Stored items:
╭──

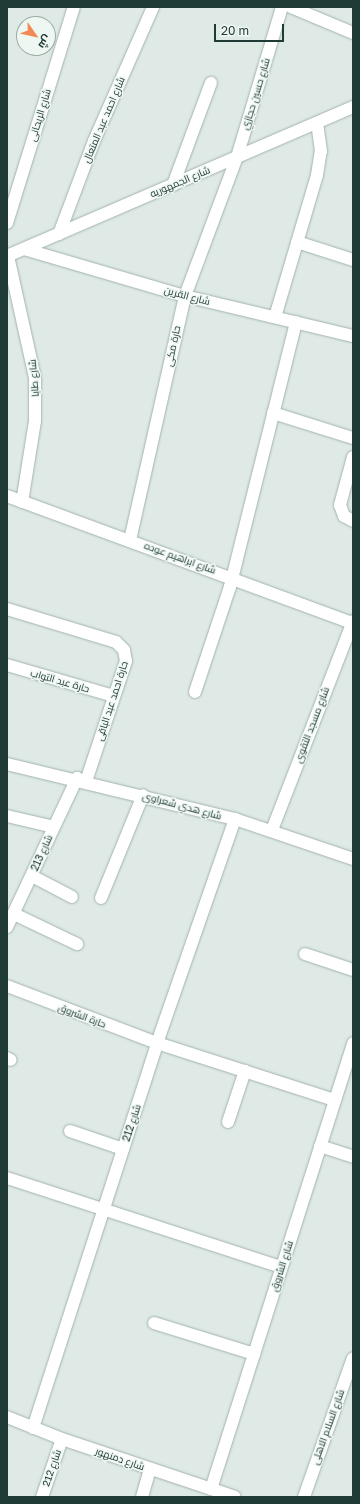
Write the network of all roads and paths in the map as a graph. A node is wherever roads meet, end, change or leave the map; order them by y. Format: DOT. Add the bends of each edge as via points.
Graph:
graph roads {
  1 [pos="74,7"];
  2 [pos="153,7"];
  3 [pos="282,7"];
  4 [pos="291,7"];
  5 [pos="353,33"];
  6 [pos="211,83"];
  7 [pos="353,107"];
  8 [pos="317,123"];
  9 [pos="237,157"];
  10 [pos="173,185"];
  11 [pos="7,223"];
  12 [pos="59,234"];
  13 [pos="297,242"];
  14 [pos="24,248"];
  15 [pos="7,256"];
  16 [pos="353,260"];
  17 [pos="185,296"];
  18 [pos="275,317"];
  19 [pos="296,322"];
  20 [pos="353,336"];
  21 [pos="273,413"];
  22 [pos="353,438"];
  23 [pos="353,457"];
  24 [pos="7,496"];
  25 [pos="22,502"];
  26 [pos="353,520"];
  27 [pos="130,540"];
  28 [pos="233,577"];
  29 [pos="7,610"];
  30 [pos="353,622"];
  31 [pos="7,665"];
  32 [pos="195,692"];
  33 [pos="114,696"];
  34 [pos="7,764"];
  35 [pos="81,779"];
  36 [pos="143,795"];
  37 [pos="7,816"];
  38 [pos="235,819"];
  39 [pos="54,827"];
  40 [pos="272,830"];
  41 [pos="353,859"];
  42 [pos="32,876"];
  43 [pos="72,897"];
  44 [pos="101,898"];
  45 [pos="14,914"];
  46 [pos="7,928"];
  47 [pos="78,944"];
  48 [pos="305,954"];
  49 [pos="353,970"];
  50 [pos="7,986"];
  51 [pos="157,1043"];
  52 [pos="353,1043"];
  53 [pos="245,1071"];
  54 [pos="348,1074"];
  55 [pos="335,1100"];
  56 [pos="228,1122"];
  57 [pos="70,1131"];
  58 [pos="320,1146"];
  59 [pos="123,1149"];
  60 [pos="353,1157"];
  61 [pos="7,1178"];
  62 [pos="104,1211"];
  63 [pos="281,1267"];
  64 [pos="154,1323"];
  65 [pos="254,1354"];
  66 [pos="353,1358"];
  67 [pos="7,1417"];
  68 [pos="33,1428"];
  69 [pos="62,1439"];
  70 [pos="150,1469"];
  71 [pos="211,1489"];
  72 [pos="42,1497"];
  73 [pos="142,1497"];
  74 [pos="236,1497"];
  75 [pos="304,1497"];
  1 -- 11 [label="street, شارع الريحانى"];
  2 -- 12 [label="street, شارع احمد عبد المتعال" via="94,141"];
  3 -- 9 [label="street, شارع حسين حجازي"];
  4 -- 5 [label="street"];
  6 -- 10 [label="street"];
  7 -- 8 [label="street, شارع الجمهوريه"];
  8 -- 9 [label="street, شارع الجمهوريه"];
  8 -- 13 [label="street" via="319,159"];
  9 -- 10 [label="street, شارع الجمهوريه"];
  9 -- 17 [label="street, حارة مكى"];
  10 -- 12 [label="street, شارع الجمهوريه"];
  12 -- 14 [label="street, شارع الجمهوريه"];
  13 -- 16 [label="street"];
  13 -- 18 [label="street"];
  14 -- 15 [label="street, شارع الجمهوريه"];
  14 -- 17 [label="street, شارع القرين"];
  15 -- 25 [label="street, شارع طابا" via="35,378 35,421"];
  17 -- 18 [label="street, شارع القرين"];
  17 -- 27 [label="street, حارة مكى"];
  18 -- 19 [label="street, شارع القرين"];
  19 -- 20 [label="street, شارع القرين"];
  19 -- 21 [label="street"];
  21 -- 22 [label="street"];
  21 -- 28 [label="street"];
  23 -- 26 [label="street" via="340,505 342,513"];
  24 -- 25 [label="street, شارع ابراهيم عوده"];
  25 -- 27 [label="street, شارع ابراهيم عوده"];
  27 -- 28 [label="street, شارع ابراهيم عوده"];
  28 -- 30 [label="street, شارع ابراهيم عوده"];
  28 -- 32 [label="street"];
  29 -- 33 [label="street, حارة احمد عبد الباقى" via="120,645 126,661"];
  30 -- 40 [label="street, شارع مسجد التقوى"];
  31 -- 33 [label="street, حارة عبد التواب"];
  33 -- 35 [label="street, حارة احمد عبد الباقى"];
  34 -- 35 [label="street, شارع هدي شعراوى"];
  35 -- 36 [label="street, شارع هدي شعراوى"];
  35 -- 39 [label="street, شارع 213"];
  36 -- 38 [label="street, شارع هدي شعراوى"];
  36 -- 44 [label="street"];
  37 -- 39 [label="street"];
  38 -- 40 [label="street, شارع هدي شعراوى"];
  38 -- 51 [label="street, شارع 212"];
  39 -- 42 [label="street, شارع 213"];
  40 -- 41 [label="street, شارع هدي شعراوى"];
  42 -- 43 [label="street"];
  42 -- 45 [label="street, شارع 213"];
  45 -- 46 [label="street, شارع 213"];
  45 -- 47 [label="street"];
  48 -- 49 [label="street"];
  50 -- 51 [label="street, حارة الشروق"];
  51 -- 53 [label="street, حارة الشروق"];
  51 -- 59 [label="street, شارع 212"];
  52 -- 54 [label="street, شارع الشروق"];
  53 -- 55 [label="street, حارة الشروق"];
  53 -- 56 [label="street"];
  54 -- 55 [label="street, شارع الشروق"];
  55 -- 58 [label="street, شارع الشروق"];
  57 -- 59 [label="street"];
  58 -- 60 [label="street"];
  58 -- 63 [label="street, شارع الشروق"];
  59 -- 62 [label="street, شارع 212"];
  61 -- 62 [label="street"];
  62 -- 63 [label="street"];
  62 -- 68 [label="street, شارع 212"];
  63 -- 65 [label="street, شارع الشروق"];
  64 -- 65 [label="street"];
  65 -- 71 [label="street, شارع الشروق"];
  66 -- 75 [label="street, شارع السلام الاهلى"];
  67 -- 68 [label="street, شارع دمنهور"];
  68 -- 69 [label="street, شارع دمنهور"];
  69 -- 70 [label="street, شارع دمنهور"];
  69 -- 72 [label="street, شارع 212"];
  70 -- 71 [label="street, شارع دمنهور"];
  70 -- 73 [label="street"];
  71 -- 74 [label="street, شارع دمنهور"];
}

╰──

### Exercise requirements
Please count the lines above that hold the string "roads" and reply with the number alone.

### Output below
2